Alumni Spotlight: Brendan Sabean, Sport & Physical Education, ’14

  1. Tell us about yourself: My name is Brendan Sabean, class of 2014 and I earned my degree in Bachelors of Education.
  2. What are you doing now? I currently coach men’s basketball at Grand Canyon University and serve as the Special Assistant to the Head Coach. My role includes player development, preparation of practice and game plans, pre- and post-game video analysis and editing. As well as creating scouting reports of opponents.
  3. Why did you choose a program in the School of Education at Gonzaga? I originally started as a Business Major and knew in my sophomore year that it was not what I wanted to do. I knew I wanted to spend my life working in basketball and wanted to pursue coaching. I then change my major to physical education because I knew the lessons I learned would correlate directly coaching and teaching through sport.

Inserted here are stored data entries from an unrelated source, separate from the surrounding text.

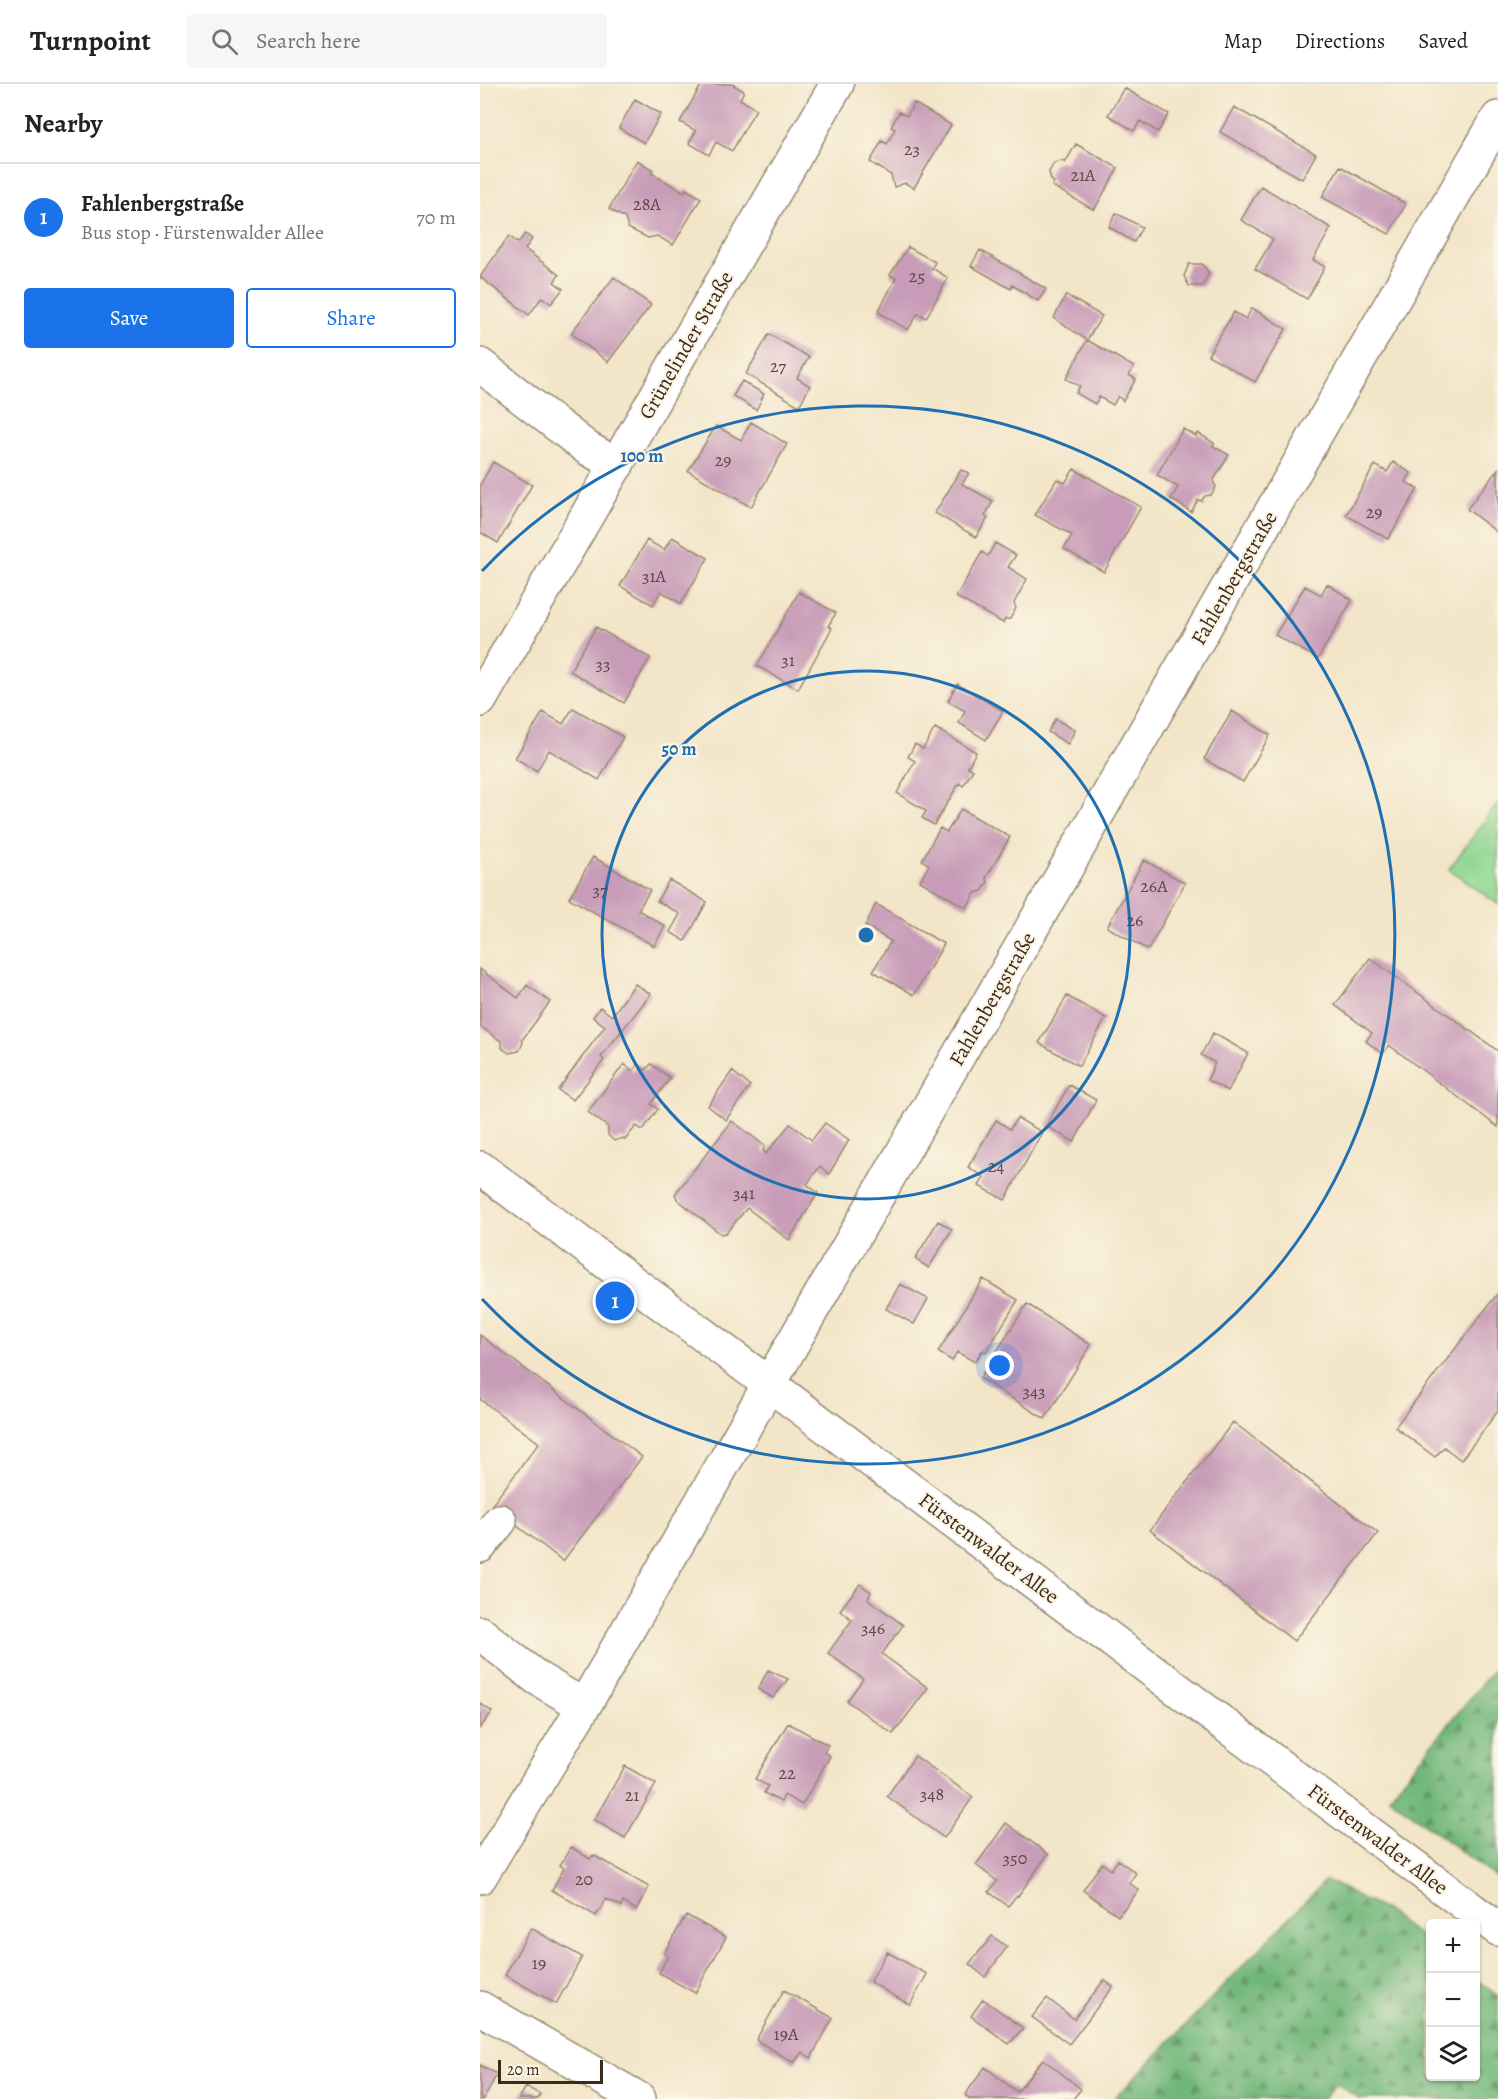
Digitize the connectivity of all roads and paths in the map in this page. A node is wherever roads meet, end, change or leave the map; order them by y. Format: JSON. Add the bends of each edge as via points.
{"nodes":[{"id":1,"x":837,"y":84,"type":"edge"},
{"id":2,"x":1498,"y":118,"type":"edge"},
{"id":3,"x":480,"y":365,"type":"edge"},
{"id":4,"x":617,"y":465,"type":"junction"},
{"id":5,"x":480,"y":700,"type":"edge"},
{"id":6,"x":480,"y":1168,"type":"edge"},
{"id":7,"x":770,"y":1384,"type":"junction"},
{"id":8,"x":500,"y":1521,"type":"dead end"},
{"id":9,"x":480,"y":1546,"type":"edge"},
{"id":10,"x":480,"y":1634,"type":"edge"},
{"id":11,"x":584,"y":1706,"type":"junction"},
{"id":12,"x":480,"y":1877,"type":"edge"},
{"id":13,"x":1498,"y":1929,"type":"edge"},
{"id":14,"x":480,"y":2008,"type":"edge"},
{"id":15,"x":639,"y":2099,"type":"edge"}],
"edges":[{"from":1,"to":4,"type":"street","name":"Grünelinder Straße"},
{"from":2,"to":7,"type":"street","name":"Fahlenbergstraße"},
{"from":3,"to":4,"type":"street","via":[[587,448]]},
{"from":4,"to":5,"type":"street","name":"Grünelinder Straße"},
{"from":6,"to":7,"type":"street","name":"Fürstenwalder Allee"},
{"from":7,"to":11,"type":"street","name":"Fahlenbergstraße"},
{"from":7,"to":13,"type":"street","name":"Fürstenwalder Allee"},
{"from":8,"to":9,"type":"street"},
{"from":10,"to":11,"type":"street","via":[[537,1678]]},
{"from":11,"to":12,"type":"street","name":"Fahlenbergstraße"},
{"from":14,"to":15,"type":"street"}]}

  4. What influenced you the most during your time at Gonzaga? While I was at Gonzaga I had two major influences. The first was Dr. Jerry Krause, whom I met while working as a student manager for the men’s basketball team. Coach Krause was our director of operations and immediately he and I formed a strong bond. Each day at practice we would talk about everything, life, school, basketball. As a lifelong teacher himself, he always wanted me to become a teacher. He was my main influence for my switch from business to education. I can still remember the day I switched my major and told Coach Krause, he was so ecstatic and proud of me. I always looked to him as a mentor and grandfather like figure. Even today when we talk I always make sure to tell him I love him and thank him for being such a great influence on my life. The second influence was Dr. Rickel. When I wanted to switch my major I had no idea how to go about it. She took me under her wing and really allowed me to settle into my new major and new classes. She was by far the coolest teacher I had and was someone I consider a friend. Her kindness and open heart is what makes the school of education special.
  5. What was your greatest lesson learned at Gonzaga? The greatest lessons I learned at Gonzaga are to be yourself and to surround yourself with good, quality people. Gonzaga has such a strong sense of family and I believe that environment allowed me to be myself and grow into the person I am today.
  6. What is the most rewarding aspect of working in your field? Most challenging? The most rewarding aspect of coaching basketball at the college level is connecting to the players and seeing them grow not only as players, but also as people off the court. Being a part of a college student’s development as a person is a very rewarding feeling. In coaching you encounter people from all walks of life, from all over the world, and getting to create bonds with people who may be similar to you or nothing like you is special. The most challenging is earning the complete trust of a college student that you have nothing in common with and showing them that you care for them as not just a basketball player, but more so as a person.
  7. What critical issues do you see that need to be addressed in your field? College basketball is at a point where the integrity of the game is in question. We need to get back to our good morals and make this game about the student athlete’s growth as players and people, rather than worrying about the money and profits that can be made off of players, schools, etc.
  8. What advice do you have for future education professionals? I would say to go into your major with an open mind and willingness to learn from everyone you encounter. Take time to get to know those around you in all of your classes because you never know where that person may end up. Some day they may be in a position to help you out. Some day they may be reaching out to you for help. Gonzaga is a special place, full of special people. Embrace the fact you are part of something unique because I can guarantee you will make memories and learn lessons that will last a lifetime.